Number of complexes from the following with even number of unpaired "d" electrons is _____. \[ [\text{V}(\text{H}_2\text{O})_6]^{3+}, \, [\text{Cr}(\text{H}_2\text{O})_6]^{2+}, \, [\text{Fe}(\text{H}_2\text{O})_6]^{3+}, \, [\text{Ni}(\text{H}_2\text{O})_6]^{3+}, \, [\text{Cu}(\text{H}_2\text{O})_6]^{2+}\] [Given atomic numbers: \( \text{V} = 23, \, \text{Cr} = 24, \, \text{Fe} = 26, \, \text{Ni} = 28, \, \text{Cu} = 29 \)]

• A. 2
• B. 4
• C. 5
• D. 1

Answer 1

The Correct Option is A

Determine the Electronic Configuration of Each Metal Ion:

For \([V(\text{H}_2\text{O})_6]^{3+}:\)

Vanadium (V) has an atomic number of 23, with an electronic configuration of \([ \text{Ar} ] 3d^3 4s^2\). \(\text{V}^{3+}\) configuration: \([ \text{Ar} ] 3d^2\). Number of unpaired \(d\)-electrons: 2 (even number).

For \([Cr(\text{H}_2\text{O})_6]^{2+}:\)

Chromium (Cr) has an atomic number of 24, with an electronic configuration of \([ \text{Ar} ] 3d^5 4s^1\). \(\text{Cr}^{2+}\) configuration: \([ \text{Ar} ] 3d^4\). Number of unpaired \(d\)-electrons: 4 (even number).

For \([Fe(\text{H}_2\text{O})_6]^{3+}:\)

Iron (Fe) has an atomic number of 26, with an electronic configuration of \([ \text{Ar} ] 3d^6 4s^2\). \(\text{Fe}^{3+}\) configuration: \([ \text{Ar} ] 3d^5\). Number of unpaired \(d\)-electrons: 5 (odd number).

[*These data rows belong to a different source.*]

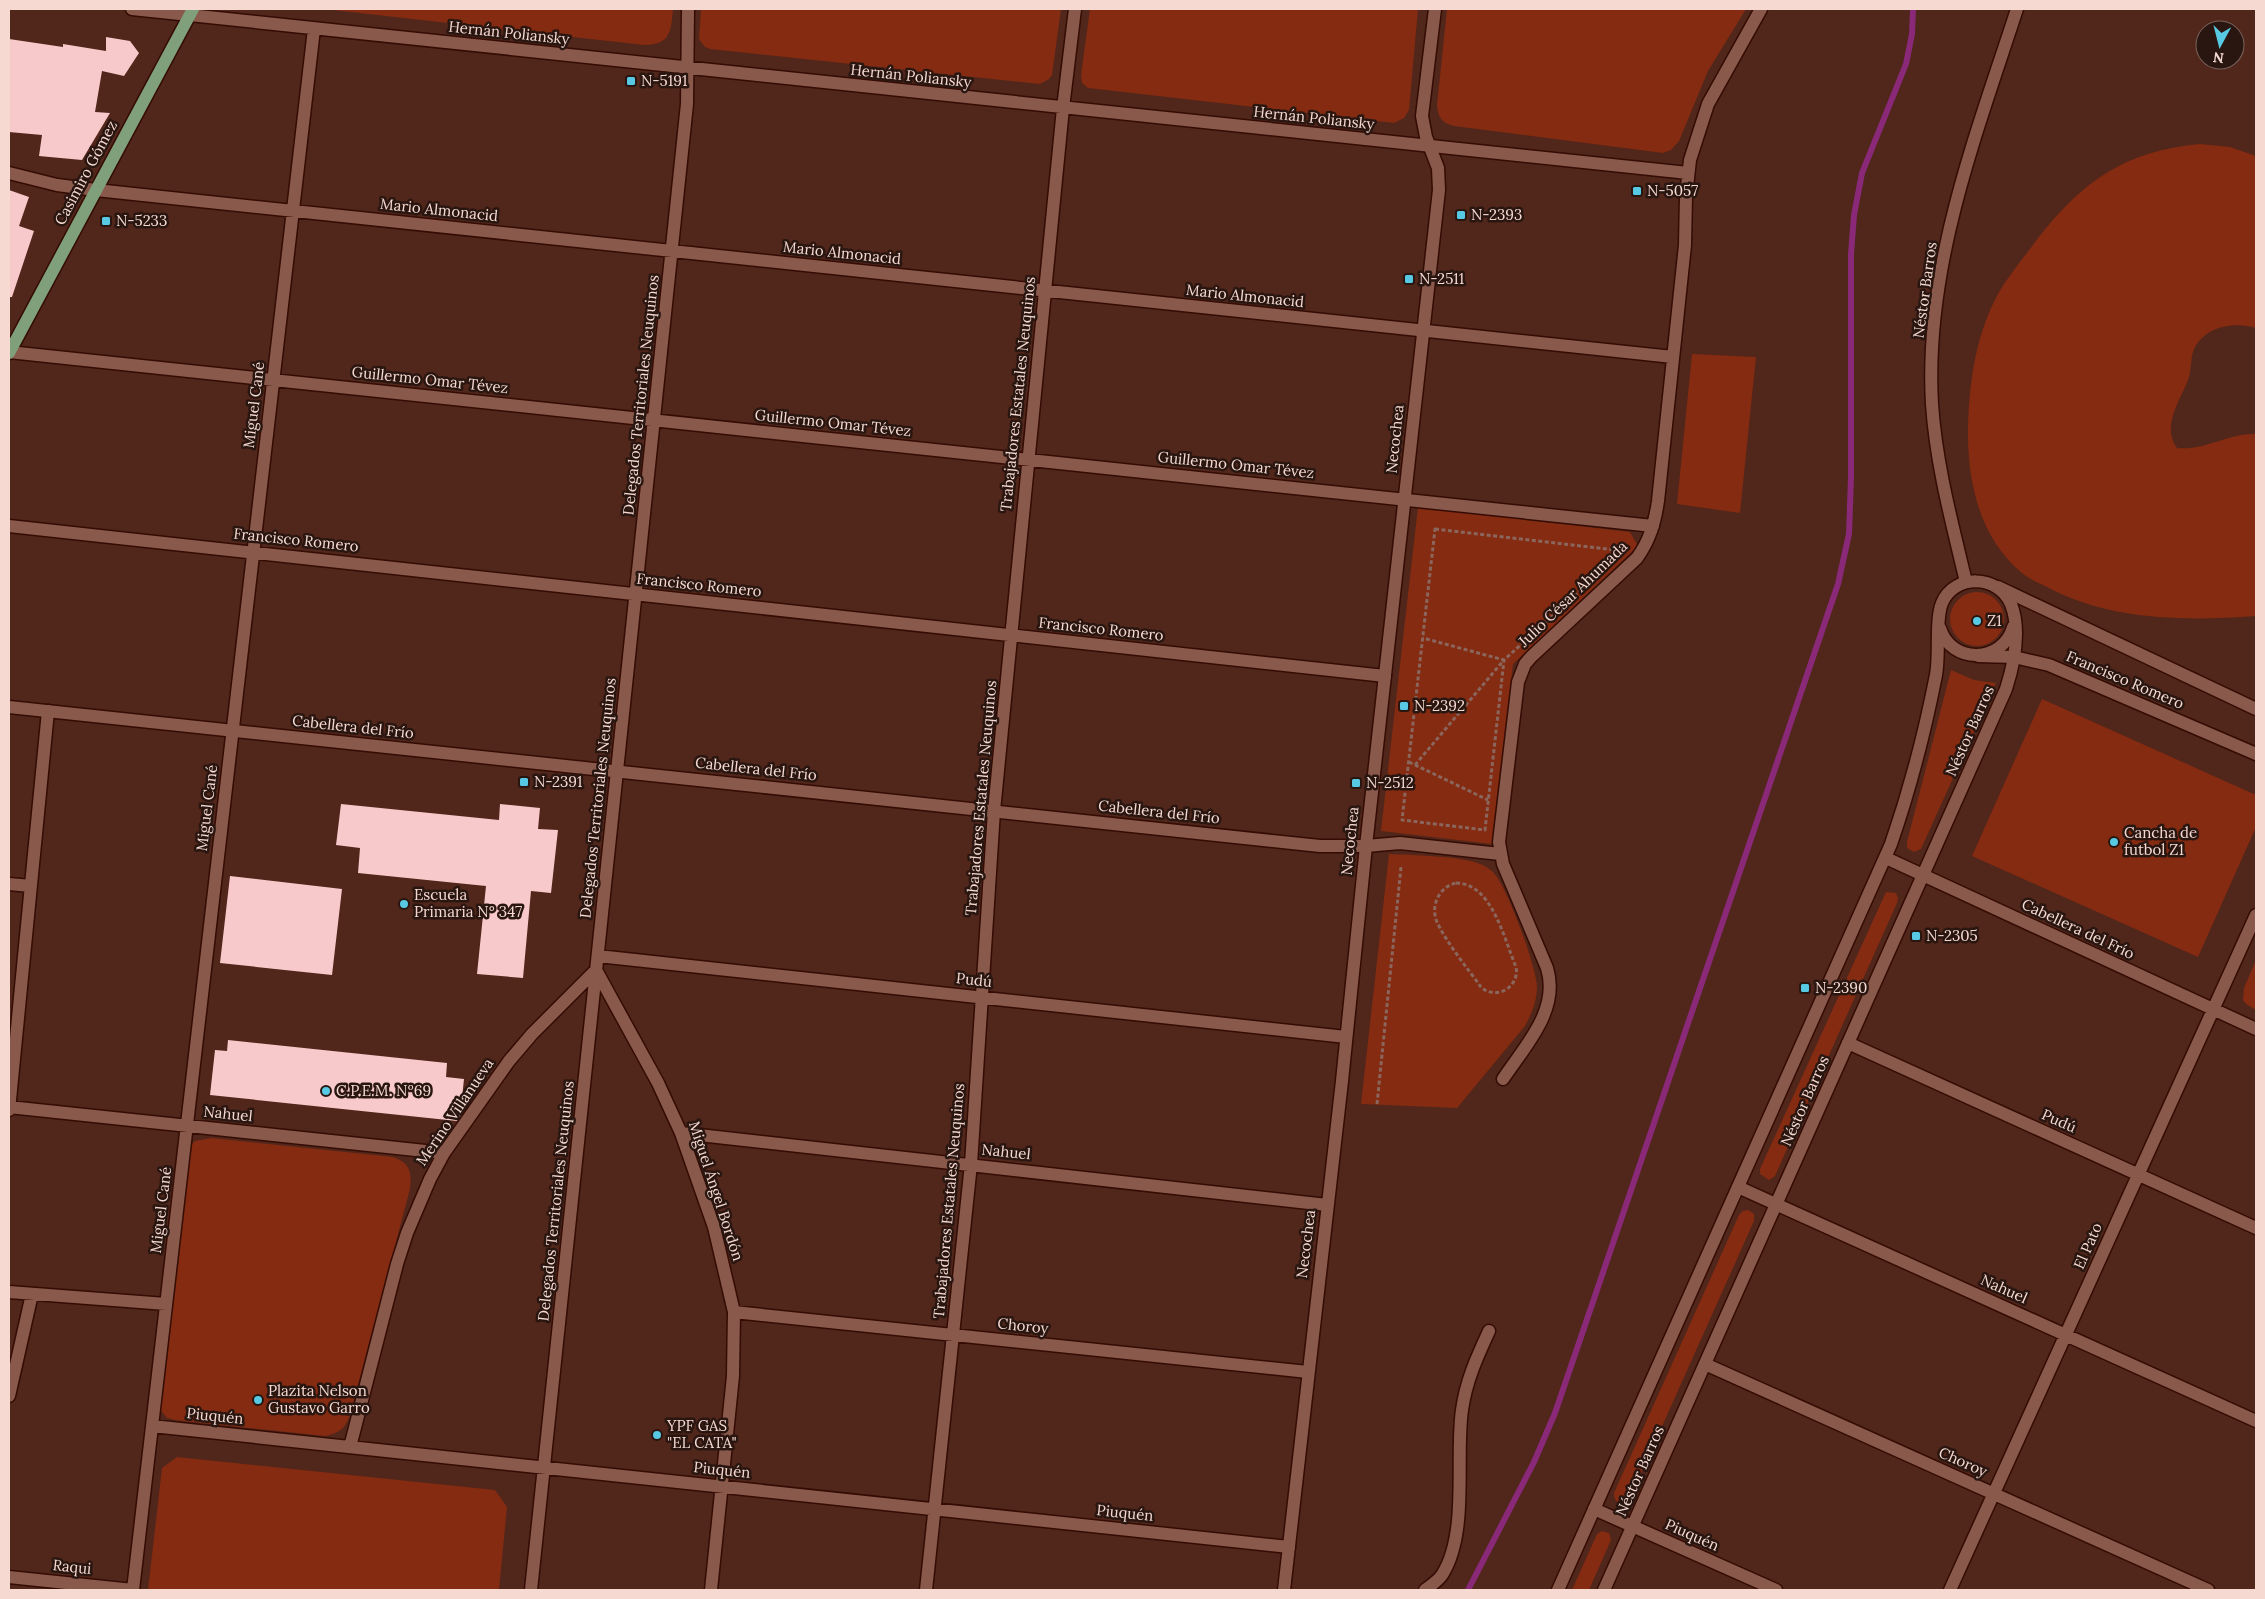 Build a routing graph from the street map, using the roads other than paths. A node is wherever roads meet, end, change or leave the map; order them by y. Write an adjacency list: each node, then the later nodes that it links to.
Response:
1 (132, 9): 7 (street, Hernán Poliansky)
2 (688, 9): 9 (street, Delegados Territoriales Neuquinos)
3 (1075, 9): 10 (street, Trabajadores Estatales Neuquinos)
4 (1435, 9): 11 (street, Necochea)
5 (1761, 9): 13 (street, Julio César Ahumada)
6 (2017, 9): 28 (street, Néstor Barros)
7 (191, 12): 8 (street, Hernán Poliansky); 14 (main road, Casimiro Gómez)
8 (314, 29): 9 (street, Hernán Poliansky); 15 (street, Miguel Cané)
9 (688, 69): 10 (street, Hernán Poliansky); 16 (street, Delegados Territoriales Neuquinos)
10 (1063, 108): 11 (street, Hernán Poliansky); 17 (street, Trabajadores Estatales Neuquinos)
11 (1430, 147): 13 (street, Hernán Poliansky); 18 (street, Necochea)
12 (9, 173): 14 (street, Mario Almonacid)
13 (1688, 173): 20 (street, Julio César Ahumada)
14 (96, 190): 15 (street, Mario Almonacid); 19 (main road, Casimiro Gómez)
15 (293, 211): 16 (street, Mario Almonacid); 21 (street, Miguel Cané)
16 (672, 251): 17 (street, Mario Almonacid); 22 (street, Delegados Territoriales Neuquinos)
17 (1045, 291): 18 (street, Mario Almonacid); 23 (street, Trabajadores Estatales Neuquinos)
18 (1423, 331): 20 (street, Mario Almonacid); 24 (street, Necochea)
19 (9, 352): 21 (street, Guillermo Omar Tévez)
20 (1673, 357): 26 (street, Julio César Ahumada)
21 (273, 380): 22 (street, Guillermo Omar Tévez); 27 (street, Miguel Cané)
22 (654, 420): 23 (street, Guillermo Omar Tévez); 30 (street, Delegados Territoriales Neuquinos)
23 (1028, 460): 24 (street, Guillermo Omar Tévez); 33 (street, Trabajadores Estatales Neuquinos)
24 (1404, 500): 26 (street, Guillermo Omar Tévez); 36 (street, Necochea)
25 (9, 526): 27 (street, Francisco Romero)
26 (1654, 526): 45 (street, Julio César Ahumada)
27 (253, 552): 30 (street, Francisco Romero); 40 (street, Miguel Cané)
28 (1966, 582): 29 (street); 32 (street, Néstor Barros)
29 (1996, 586): 31 (street, Néstor Barros); 38 (street, Francisco Romero)
30 (636, 594): 33 (street, Francisco Romero); 42 (street, Delegados Territoriales Neuquinos)
31 (2014, 619): 34 (street); 35 (street, Néstor Barros)
32 (1939, 623): 34 (street); 46 (street, Néstor Barros)
33 (1011, 635): 36 (street, Francisco Romero); 43 (street, Trabajadores Estatales Neuquinos)
34 (1976, 656): 35 (street, Francisco Romero)
35 (2014, 657): 41 (street, Francisco Romero); 47 (street, Néstor Barros)
36 (1385, 676): 44 (street, Necochea)
37 (9, 707): 39 (street, Cabellera del Frío)
38 (2256, 709)
39 (48, 711): 40 (street, Cabellera del Frío); 49 (street)
40 (232, 730): 42 (street, Cabellera del Frío); 60 (street, Miguel Cané)
41 (2256, 754)
42 (618, 771): 43 (street, Cabellera del Frío); 51 (street, Delegados Territoriales Neuquinos)
43 (994, 811): 44 (street, Cabellera del Frío); 53 (street, Trabajadores Estatales Neuquinos)
44 (1366, 846): 45 (street, Cabellera del Frío); 56 (street, Necochea)
45 (1500, 854): 58 (street, Julio César Ahumada)
46 (1886, 858): 47 (street, Cabellera del Frío); 65 (street, Néstor Barros)
47 (1923, 875): 54 (street, Cabellera del Frío); 57 (street, Néstor Barros)
48 (9, 884): 49 (street)
49 (31, 886): 59 (street)
50 (2256, 915): 54 (street, El Pato)
51 (598, 956): 52 (street, Delegados Territoriales Neuquinos); 53 (street, Pudú)
52 (596, 970): 61 (street, Miguel Ángel Bordón); 62 (street, Merino Villanueva); 82 (street, Delegados Territoriales Neuquinos)
53 (982, 997): 56 (street, Pudú); 63 (street, Trabajadores Estatales Neuquinos)
54 (2213, 1010): 55 (street, Cabellera del Frío); 64 (street, El Pato)
55 (2256, 1029)
56 (1346, 1037): 67 (street, Necochea)
57 (1848, 1043): 64 (street, Pudú); 66 (street, Néstor Barros)
58 (1503, 1079)
59 (9, 1108): 60 (street, Nahuel)
60 (187, 1126): 62 (street, Nahuel); 71 (street, Miguel Cané)
61 (681, 1133): 63 (street, Nahuel); 72 (street, Miguel Ángel Bordón)
62 (444, 1153): 81 (street, Merino Villanueva)
63 (971, 1164): 67 (street, Nahuel); 74 (street, Trabajadores Estatales Neuquinos)
64 (2138, 1175): 68 (street, Pudú); 75 (street, El Pato)
65 (1738, 1187): 66 (street, Nahuel); 86 (street, Néstor Barros)
66 (1776, 1204): 75 (street, Nahuel); 76 (street, Néstor Barros)
67 (1327, 1205): 77 (street, Necochea)
68 (2256, 1228)
69 (9, 1292): 70 (street)
70 (32, 1294): 71 (street); 78 (street)
71 (166, 1304): 80 (street, Miguel Cané)
72 (734, 1312): 74 (street, Choroy); 83 (street, Miguel Ángel Bordón)
73 (1489, 1331): 95 (street)
74 (953, 1335): 77 (street, Choroy); 85 (street, Trabajadores Estatales Neuquinos)
75 (2066, 1335): 79 (street, Nahuel); 84 (street, El Pato)
76 (1705, 1364): 84 (street, Choroy); 87 (street, Néstor Barros)
77 (1308, 1372): 88 (street, Necochea)
78 (9, 1396)
79 (2256, 1421)
80 (152, 1426): 81 (street, Piuquén); 90 (street, Miguel Cané)
81 (350, 1447): 82 (street, Piuquén)
82 (544, 1468): 83 (street, Piuquén); 91 (street, Delegados Territoriales Neuquinos)
83 (722, 1486): 85 (street, Piuquén); 92 (street, Miguel Ángel Bordón)
84 (1994, 1494): 99 (street, El Pato); 100 (street, Choroy)
85 (934, 1509): 88 (street, Piuquén); 93 (street, Trabajadores Estatales Neuquinos)
86 (1594, 1509): 87 (street, Piuquén); 96 (street, Néstor Barros)
87 (1633, 1526): 97 (street, Néstor Barros); 98 (street, Piuquén)
88 (1289, 1547): 94 (street, Necochea)
89 (9, 1577): 90 (street, Raqui)
90 (133, 1590)
91 (531, 1590)
92 (712, 1590)
93 (926, 1590)
94 (1284, 1590)
95 (1425, 1590)
96 (1558, 1590)
97 (1604, 1590)
98 (1776, 1590)
99 (1950, 1590)
100 (2208, 1590)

For \([Ni(\text{H}_2\text{O})_6]^{3+}:\)

Nickel (Ni) has an atomic number of 28, with an electronic configuration of \([ \text{Ar} ] 3d^8 4s^2\). \(\text{Ni}^{3+}\) configuration: \([ \text{Ar} ] 3d^7\). Number of unpaired \(d\)-electrons: 3 (odd number).

For \([Cu(\text{H}_2\text{O})_6]^{2+}:\)

Copper (Cu) has an atomic number of 29, with an electronic configuration of \([ \text{Ar} ] 3d^{10} 4s^1\). \(\text{Cu}^{2+}\) configuration: \([ \text{Ar} ] 3d^9\). Number of unpaired \(d\)-electrons: 1 (odd number).

Count Complexes with Even Number of Unpaired Electrons:

From the analysis above, only \([V(\text{H}_2\text{O})_6]^{3+}\) and \([Cr(\text{H}_2\text{O})_6]^{2+}\) have an even number of unpaired \(d\)-electrons.

Conclusion:

The number of complexes with an even number of unpaired \(d\)-electrons is 2, corresponding to Option (1).